◆ ACTION ITEM ◆
Please count the lines of the data that contain "numbered" and state only the total.
╭──
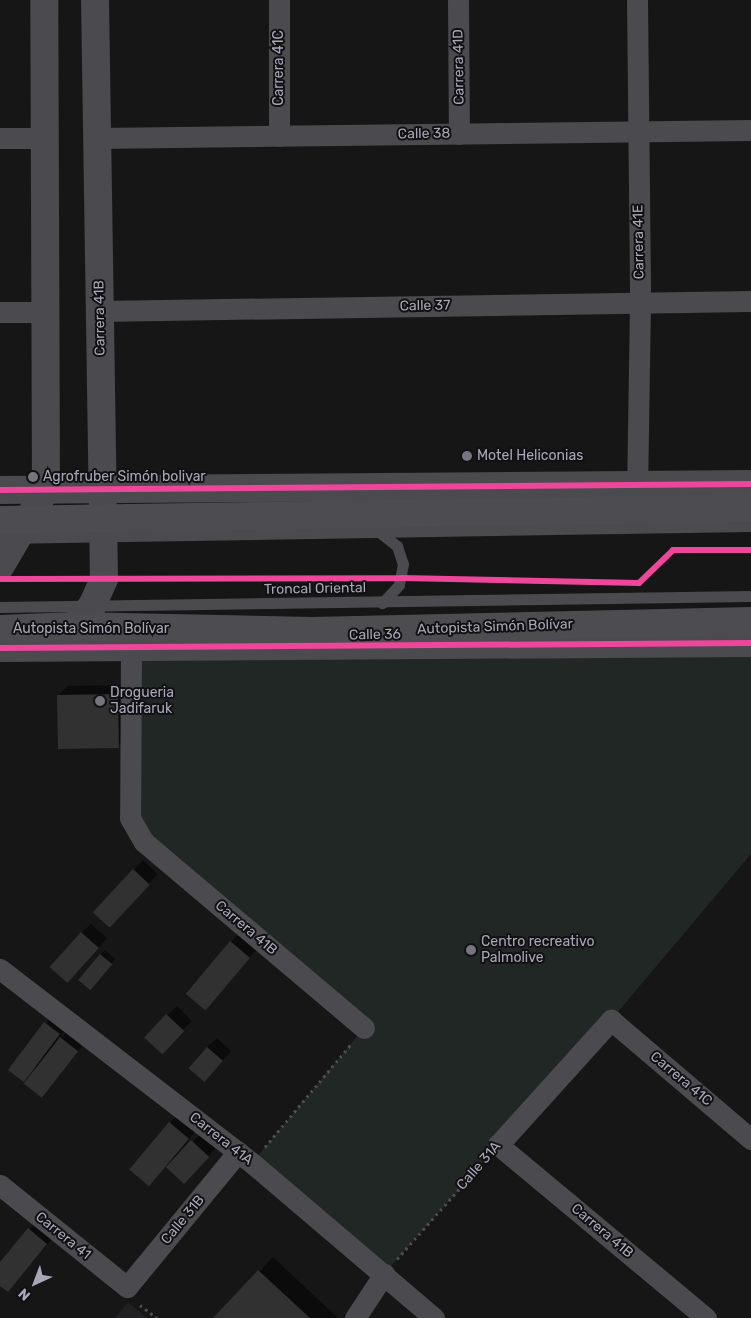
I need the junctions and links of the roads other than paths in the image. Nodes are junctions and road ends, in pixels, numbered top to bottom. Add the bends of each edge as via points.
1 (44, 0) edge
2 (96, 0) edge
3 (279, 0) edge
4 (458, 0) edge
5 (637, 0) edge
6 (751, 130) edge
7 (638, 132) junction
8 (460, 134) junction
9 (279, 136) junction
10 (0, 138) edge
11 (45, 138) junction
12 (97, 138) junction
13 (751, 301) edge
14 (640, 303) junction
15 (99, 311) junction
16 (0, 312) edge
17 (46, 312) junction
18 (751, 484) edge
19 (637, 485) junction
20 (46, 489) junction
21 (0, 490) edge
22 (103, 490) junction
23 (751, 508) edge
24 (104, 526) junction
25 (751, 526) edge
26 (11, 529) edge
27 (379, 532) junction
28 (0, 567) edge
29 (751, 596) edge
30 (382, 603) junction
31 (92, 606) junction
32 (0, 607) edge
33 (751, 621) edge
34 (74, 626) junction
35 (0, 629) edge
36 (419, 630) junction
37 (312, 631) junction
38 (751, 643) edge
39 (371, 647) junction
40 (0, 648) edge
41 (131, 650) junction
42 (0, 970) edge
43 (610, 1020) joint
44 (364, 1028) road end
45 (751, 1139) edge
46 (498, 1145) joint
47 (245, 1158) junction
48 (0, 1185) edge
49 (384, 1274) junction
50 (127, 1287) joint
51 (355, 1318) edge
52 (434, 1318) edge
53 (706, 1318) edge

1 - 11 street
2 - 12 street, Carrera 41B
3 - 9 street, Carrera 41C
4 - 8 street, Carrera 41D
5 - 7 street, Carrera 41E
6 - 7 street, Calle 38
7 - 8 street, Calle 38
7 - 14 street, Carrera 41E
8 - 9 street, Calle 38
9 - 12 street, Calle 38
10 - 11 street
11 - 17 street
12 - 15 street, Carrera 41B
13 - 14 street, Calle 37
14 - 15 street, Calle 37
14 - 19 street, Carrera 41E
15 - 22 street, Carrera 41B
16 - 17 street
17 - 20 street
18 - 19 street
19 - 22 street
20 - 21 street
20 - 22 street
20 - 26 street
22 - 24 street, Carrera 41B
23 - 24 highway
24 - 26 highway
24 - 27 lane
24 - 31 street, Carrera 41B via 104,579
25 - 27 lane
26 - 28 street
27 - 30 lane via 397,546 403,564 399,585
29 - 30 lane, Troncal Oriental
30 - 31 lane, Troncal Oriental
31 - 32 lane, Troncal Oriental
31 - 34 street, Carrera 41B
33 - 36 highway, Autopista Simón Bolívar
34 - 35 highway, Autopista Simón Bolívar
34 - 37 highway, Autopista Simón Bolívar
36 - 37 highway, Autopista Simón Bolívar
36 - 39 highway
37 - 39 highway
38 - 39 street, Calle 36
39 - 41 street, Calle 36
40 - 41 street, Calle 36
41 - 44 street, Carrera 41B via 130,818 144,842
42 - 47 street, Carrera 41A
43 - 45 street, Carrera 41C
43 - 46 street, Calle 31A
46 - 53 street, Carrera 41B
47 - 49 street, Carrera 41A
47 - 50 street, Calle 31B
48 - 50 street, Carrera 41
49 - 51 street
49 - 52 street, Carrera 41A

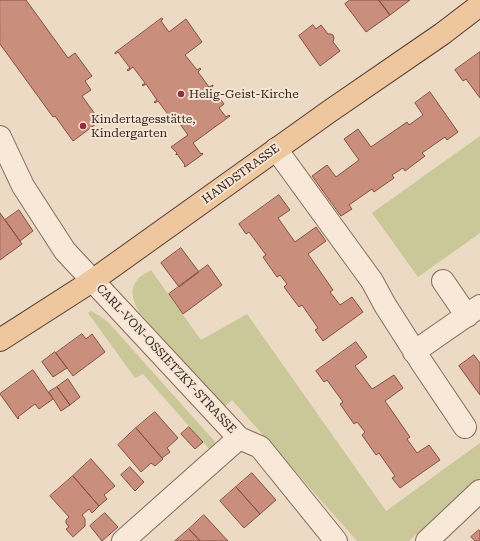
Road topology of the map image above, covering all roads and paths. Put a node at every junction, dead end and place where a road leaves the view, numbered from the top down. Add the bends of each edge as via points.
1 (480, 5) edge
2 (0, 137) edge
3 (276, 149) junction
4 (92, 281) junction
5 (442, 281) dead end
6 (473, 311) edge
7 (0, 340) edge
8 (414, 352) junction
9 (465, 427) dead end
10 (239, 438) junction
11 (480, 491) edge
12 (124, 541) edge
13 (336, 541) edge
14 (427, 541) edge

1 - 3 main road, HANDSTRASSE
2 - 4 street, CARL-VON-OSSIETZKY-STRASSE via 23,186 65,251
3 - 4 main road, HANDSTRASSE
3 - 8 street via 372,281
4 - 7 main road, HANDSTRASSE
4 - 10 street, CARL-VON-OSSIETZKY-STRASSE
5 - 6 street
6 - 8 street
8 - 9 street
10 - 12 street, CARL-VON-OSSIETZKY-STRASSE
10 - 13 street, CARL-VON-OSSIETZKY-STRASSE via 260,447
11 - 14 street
╰──
╭──
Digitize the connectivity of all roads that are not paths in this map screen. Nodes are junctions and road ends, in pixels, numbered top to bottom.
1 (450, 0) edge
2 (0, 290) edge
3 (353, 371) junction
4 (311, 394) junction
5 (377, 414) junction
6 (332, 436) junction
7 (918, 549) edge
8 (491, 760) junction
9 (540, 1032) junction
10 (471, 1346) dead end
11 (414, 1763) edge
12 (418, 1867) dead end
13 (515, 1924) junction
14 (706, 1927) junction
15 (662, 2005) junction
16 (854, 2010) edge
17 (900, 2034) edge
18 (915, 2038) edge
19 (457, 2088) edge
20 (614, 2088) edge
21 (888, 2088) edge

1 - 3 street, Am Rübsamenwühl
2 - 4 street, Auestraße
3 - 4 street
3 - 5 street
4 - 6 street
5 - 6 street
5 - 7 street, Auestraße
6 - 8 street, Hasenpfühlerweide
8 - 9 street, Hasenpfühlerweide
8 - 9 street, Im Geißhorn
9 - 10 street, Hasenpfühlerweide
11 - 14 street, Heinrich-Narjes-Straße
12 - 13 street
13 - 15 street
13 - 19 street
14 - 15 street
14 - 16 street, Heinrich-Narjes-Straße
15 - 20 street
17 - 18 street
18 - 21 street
╰──
◆ RESULT ◆
3